§ The problem
Report back each line of the data that contains the word "BUISSON".

§ Source records
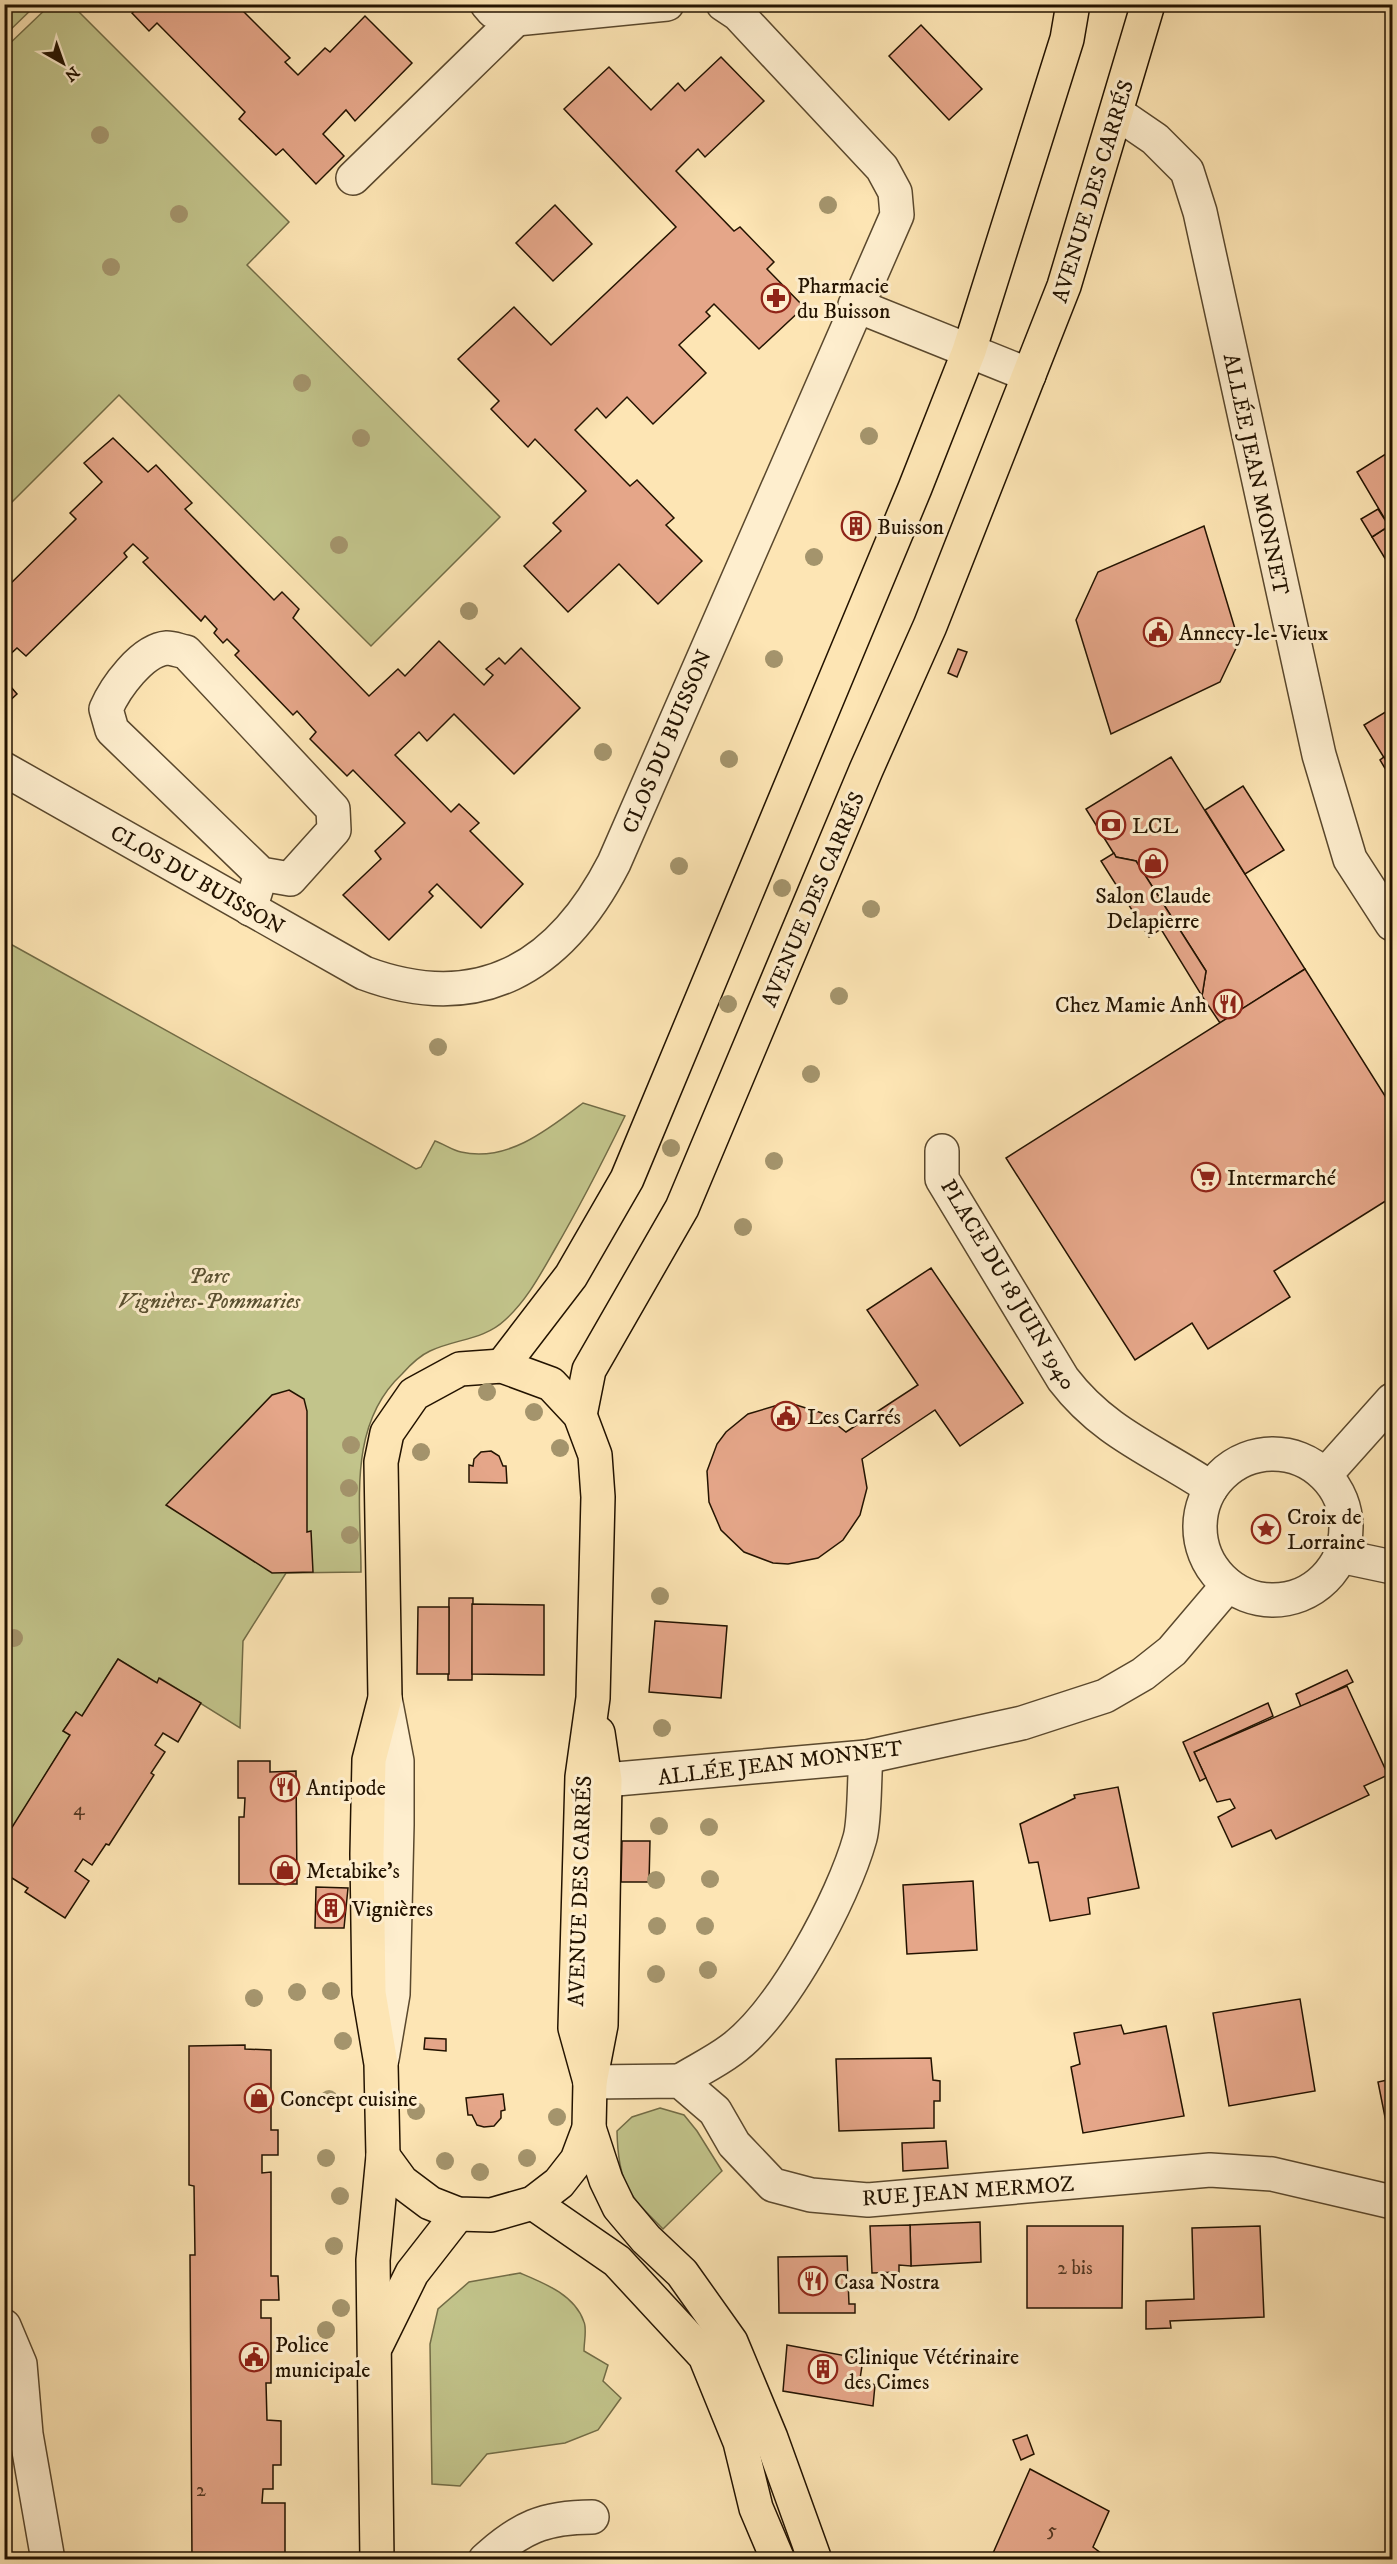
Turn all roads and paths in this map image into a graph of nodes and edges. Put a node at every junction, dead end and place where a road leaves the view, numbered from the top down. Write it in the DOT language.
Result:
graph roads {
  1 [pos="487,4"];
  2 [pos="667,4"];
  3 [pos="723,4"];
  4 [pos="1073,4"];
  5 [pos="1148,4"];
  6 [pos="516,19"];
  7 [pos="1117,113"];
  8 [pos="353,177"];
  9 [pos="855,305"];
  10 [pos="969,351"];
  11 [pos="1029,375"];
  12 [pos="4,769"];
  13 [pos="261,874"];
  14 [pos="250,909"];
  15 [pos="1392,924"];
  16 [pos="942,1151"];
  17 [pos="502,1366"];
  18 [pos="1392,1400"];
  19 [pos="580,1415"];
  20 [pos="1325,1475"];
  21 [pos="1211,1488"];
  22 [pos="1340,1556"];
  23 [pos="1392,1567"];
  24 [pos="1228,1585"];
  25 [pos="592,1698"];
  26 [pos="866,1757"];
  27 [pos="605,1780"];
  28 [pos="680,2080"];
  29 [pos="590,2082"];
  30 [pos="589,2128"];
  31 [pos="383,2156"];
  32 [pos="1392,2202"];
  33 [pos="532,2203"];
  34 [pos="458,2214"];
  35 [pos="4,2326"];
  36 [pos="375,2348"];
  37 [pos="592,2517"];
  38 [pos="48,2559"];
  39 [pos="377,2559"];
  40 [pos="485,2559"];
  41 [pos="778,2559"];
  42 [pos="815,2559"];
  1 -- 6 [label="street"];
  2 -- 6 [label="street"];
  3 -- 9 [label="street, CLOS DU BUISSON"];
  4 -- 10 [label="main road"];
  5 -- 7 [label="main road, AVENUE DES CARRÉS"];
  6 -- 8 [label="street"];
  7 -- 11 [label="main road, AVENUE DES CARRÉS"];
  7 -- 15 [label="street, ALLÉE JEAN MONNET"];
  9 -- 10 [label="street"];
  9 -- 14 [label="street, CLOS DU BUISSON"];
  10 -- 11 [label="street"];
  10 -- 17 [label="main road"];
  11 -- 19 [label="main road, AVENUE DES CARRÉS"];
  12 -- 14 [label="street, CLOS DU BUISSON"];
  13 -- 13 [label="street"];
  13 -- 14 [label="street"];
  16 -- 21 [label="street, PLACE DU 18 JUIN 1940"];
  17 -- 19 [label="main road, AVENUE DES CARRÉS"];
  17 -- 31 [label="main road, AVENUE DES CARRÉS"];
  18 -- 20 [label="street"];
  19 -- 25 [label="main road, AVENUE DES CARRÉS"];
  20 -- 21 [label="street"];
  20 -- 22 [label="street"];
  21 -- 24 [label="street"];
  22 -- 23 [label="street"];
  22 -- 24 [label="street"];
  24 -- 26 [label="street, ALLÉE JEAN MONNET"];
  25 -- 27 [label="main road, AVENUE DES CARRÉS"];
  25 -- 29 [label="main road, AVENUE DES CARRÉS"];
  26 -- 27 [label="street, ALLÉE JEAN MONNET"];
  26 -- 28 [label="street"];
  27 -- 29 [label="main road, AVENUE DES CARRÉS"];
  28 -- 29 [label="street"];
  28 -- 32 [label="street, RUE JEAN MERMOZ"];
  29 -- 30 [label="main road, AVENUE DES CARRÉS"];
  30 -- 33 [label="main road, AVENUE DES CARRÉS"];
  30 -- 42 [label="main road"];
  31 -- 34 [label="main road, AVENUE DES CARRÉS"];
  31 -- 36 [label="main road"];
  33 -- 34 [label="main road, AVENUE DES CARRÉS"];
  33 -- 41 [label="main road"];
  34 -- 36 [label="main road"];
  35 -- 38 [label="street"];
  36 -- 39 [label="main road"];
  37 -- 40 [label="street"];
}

§ Solution to this problem
  3 -- 9 [label="street, CLOS DU BUISSON"];
  9 -- 14 [label="street, CLOS DU BUISSON"];
  12 -- 14 [label="street, CLOS DU BUISSON"];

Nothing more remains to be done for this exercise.